Copy the records below word for word, leaving out nothing.

[SUPPLIED RECORDS Boundary: Start]

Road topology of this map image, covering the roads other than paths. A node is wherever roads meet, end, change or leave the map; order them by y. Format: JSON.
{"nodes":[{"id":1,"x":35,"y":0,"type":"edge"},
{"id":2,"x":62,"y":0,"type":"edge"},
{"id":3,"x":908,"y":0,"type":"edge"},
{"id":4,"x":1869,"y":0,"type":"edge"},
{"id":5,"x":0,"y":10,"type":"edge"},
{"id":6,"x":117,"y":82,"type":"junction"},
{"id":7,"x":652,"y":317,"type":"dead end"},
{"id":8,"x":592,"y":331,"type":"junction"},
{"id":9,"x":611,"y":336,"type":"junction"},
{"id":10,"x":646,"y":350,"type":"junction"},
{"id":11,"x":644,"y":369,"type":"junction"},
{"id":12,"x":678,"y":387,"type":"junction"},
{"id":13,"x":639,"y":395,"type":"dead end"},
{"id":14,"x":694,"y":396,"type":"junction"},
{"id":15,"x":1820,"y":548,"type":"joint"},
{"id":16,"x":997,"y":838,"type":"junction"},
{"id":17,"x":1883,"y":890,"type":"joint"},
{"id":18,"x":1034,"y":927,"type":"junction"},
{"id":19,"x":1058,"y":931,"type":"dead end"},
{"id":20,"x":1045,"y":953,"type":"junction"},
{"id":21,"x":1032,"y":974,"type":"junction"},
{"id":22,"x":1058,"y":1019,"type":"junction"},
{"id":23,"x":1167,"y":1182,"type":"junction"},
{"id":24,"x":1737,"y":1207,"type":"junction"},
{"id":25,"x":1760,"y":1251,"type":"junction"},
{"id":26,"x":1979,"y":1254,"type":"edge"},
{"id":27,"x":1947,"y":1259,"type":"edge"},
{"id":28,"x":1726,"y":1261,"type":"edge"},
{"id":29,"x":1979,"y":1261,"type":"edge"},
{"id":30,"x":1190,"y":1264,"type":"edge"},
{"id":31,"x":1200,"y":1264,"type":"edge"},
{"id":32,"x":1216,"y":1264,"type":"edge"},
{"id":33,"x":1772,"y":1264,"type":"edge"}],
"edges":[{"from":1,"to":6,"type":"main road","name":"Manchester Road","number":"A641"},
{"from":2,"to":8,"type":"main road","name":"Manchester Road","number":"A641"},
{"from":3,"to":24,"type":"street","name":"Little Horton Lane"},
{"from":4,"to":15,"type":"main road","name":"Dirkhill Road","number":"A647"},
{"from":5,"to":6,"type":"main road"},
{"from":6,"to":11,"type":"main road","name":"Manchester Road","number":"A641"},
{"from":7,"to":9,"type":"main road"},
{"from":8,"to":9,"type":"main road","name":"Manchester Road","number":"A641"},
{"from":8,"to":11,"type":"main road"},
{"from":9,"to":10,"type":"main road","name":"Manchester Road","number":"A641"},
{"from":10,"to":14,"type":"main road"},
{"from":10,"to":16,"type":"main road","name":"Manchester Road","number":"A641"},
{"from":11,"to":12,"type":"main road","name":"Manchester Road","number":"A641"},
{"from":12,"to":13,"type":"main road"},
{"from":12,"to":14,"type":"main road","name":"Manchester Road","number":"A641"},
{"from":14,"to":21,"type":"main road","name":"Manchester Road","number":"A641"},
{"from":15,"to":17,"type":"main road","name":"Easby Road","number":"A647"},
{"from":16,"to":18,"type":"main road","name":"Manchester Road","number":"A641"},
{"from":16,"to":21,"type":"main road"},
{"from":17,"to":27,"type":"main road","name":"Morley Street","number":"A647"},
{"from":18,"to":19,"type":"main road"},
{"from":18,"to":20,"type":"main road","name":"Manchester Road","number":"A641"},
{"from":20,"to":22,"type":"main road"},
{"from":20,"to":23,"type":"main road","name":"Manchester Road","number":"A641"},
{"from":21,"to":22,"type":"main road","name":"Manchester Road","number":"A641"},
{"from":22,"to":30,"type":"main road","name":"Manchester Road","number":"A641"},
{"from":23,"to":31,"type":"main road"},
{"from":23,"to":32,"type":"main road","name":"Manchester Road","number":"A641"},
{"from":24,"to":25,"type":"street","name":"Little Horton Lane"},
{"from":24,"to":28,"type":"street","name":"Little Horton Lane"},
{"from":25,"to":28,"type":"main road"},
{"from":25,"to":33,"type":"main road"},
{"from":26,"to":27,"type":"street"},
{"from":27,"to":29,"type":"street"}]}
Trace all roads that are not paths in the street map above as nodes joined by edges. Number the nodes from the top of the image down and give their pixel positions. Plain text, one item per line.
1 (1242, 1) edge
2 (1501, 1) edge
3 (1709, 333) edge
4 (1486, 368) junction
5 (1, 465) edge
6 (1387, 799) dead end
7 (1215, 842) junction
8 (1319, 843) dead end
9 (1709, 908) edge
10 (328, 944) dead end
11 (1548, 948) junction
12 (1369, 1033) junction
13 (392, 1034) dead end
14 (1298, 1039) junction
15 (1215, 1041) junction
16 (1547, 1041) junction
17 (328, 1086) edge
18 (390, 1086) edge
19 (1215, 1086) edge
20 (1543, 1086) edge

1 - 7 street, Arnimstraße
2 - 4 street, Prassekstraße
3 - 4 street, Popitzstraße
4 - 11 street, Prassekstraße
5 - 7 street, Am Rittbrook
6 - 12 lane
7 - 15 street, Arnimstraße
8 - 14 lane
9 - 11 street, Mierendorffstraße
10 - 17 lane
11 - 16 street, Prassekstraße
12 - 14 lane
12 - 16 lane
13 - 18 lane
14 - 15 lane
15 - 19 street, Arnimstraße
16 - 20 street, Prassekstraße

[SUPPLIED RECORDS Boundary: End]

• **RESULT OF THE TASK**
Road topology of this map image, covering the roads other than paths. A node is wherever roads meet, end, change or leave the map; order them by y. Format: JSON.
{"nodes":[{"id":1,"x":35,"y":0,"type":"edge"},
{"id":2,"x":62,"y":0,"type":"edge"},
{"id":3,"x":908,"y":0,"type":"edge"},
{"id":4,"x":1869,"y":0,"type":"edge"},
{"id":5,"x":0,"y":10,"type":"edge"},
{"id":6,"x":117,"y":82,"type":"junction"},
{"id":7,"x":652,"y":317,"type":"dead end"},
{"id":8,"x":592,"y":331,"type":"junction"},
{"id":9,"x":611,"y":336,"type":"junction"},
{"id":10,"x":646,"y":350,"type":"junction"},
{"id":11,"x":644,"y":369,"type":"junction"},
{"id":12,"x":678,"y":387,"type":"junction"},
{"id":13,"x":639,"y":395,"type":"dead end"},
{"id":14,"x":694,"y":396,"type":"junction"},
{"id":15,"x":1820,"y":548,"type":"joint"},
{"id":16,"x":997,"y":838,"type":"junction"},
{"id":17,"x":1883,"y":890,"type":"joint"},
{"id":18,"x":1034,"y":927,"type":"junction"},
{"id":19,"x":1058,"y":931,"type":"dead end"},
{"id":20,"x":1045,"y":953,"type":"junction"},
{"id":21,"x":1032,"y":974,"type":"junction"},
{"id":22,"x":1058,"y":1019,"type":"junction"},
{"id":23,"x":1167,"y":1182,"type":"junction"},
{"id":24,"x":1737,"y":1207,"type":"junction"},
{"id":25,"x":1760,"y":1251,"type":"junction"},
{"id":26,"x":1979,"y":1254,"type":"edge"},
{"id":27,"x":1947,"y":1259,"type":"edge"},
{"id":28,"x":1726,"y":1261,"type":"edge"},
{"id":29,"x":1979,"y":1261,"type":"edge"},
{"id":30,"x":1190,"y":1264,"type":"edge"},
{"id":31,"x":1200,"y":1264,"type":"edge"},
{"id":32,"x":1216,"y":1264,"type":"edge"},
{"id":33,"x":1772,"y":1264,"type":"edge"}],
"edges":[{"from":1,"to":6,"type":"main road","name":"Manchester Road","number":"A641"},
{"from":2,"to":8,"type":"main road","name":"Manchester Road","number":"A641"},
{"from":3,"to":24,"type":"street","name":"Little Horton Lane"},
{"from":4,"to":15,"type":"main road","name":"Dirkhill Road","number":"A647"},
{"from":5,"to":6,"type":"main road"},
{"from":6,"to":11,"type":"main road","name":"Manchester Road","number":"A641"},
{"from":7,"to":9,"type":"main road"},
{"from":8,"to":9,"type":"main road","name":"Manchester Road","number":"A641"},
{"from":8,"to":11,"type":"main road"},
{"from":9,"to":10,"type":"main road","name":"Manchester Road","number":"A641"},
{"from":10,"to":14,"type":"main road"},
{"from":10,"to":16,"type":"main road","name":"Manchester Road","number":"A641"},
{"from":11,"to":12,"type":"main road","name":"Manchester Road","number":"A641"},
{"from":12,"to":13,"type":"main road"},
{"from":12,"to":14,"type":"main road","name":"Manchester Road","number":"A641"},
{"from":14,"to":21,"type":"main road","name":"Manchester Road","number":"A641"},
{"from":15,"to":17,"type":"main road","name":"Easby Road","number":"A647"},
{"from":16,"to":18,"type":"main road","name":"Manchester Road","number":"A641"},
{"from":16,"to":21,"type":"main road"},
{"from":17,"to":27,"type":"main road","name":"Morley Street","number":"A647"},
{"from":18,"to":19,"type":"main road"},
{"from":18,"to":20,"type":"main road","name":"Manchester Road","number":"A641"},
{"from":20,"to":22,"type":"main road"},
{"from":20,"to":23,"type":"main road","name":"Manchester Road","number":"A641"},
{"from":21,"to":22,"type":"main road","name":"Manchester Road","number":"A641"},
{"from":22,"to":30,"type":"main road","name":"Manchester Road","number":"A641"},
{"from":23,"to":31,"type":"main road"},
{"from":23,"to":32,"type":"main road","name":"Manchester Road","number":"A641"},
{"from":24,"to":25,"type":"street","name":"Little Horton Lane"},
{"from":24,"to":28,"type":"street","name":"Little Horton Lane"},
{"from":25,"to":28,"type":"main road"},
{"from":25,"to":33,"type":"main road"},
{"from":26,"to":27,"type":"street"},
{"from":27,"to":29,"type":"street"}]}
Trace all roads that are not paths in the street map above as nodes joined by edges. Number the nodes from the top of the image down and give their pixel positions. Plain text, one item per line.
1 (1242, 1) edge
2 (1501, 1) edge
3 (1709, 333) edge
4 (1486, 368) junction
5 (1, 465) edge
6 (1387, 799) dead end
7 (1215, 842) junction
8 (1319, 843) dead end
9 (1709, 908) edge
10 (328, 944) dead end
11 (1548, 948) junction
12 (1369, 1033) junction
13 (392, 1034) dead end
14 (1298, 1039) junction
15 (1215, 1041) junction
16 (1547, 1041) junction
17 (328, 1086) edge
18 (390, 1086) edge
19 (1215, 1086) edge
20 (1543, 1086) edge

1 - 7 street, Arnimstraße
2 - 4 street, Prassekstraße
3 - 4 street, Popitzstraße
4 - 11 street, Prassekstraße
5 - 7 street, Am Rittbrook
6 - 12 lane
7 - 15 street, Arnimstraße
8 - 14 lane
9 - 11 street, Mierendorffstraße
10 - 17 lane
11 - 16 street, Prassekstraße
12 - 14 lane
12 - 16 lane
13 - 18 lane
14 - 15 lane
15 - 19 street, Arnimstraße
16 - 20 street, Prassekstraße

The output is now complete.